Provided records.
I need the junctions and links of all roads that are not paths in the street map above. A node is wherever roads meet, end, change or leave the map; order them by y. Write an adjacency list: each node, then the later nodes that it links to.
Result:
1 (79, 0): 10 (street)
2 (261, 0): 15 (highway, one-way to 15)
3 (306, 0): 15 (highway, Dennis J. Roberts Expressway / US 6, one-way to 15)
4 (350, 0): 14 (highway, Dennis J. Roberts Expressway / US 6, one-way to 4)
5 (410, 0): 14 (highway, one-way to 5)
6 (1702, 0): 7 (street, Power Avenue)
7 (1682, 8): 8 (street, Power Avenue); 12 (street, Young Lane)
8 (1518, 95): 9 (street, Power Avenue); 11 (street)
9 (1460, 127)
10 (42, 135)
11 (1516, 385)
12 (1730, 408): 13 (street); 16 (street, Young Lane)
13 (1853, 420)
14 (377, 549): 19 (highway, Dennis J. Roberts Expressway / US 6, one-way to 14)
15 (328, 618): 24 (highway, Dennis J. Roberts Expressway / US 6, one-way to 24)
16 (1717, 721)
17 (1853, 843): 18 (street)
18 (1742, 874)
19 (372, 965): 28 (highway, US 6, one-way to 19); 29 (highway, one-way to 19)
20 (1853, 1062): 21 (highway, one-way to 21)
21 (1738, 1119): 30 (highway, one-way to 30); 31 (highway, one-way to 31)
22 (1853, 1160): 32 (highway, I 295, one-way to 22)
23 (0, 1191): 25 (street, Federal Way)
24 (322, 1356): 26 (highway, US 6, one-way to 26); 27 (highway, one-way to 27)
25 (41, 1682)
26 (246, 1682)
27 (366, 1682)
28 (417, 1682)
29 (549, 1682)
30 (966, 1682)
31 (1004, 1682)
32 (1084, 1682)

Exercise aim. Gather each line from the entries above that includes the word "Roberts".

Output of the exercise.
3 (306, 0): 15 (highway, Dennis J. Roberts Expressway / US 6, one-way to 15)
4 (350, 0): 14 (highway, Dennis J. Roberts Expressway / US 6, one-way to 4)
14 (377, 549): 19 (highway, Dennis J. Roberts Expressway / US 6, one-way to 14)
15 (328, 618): 24 (highway, Dennis J. Roberts Expressway / US 6, one-way to 24)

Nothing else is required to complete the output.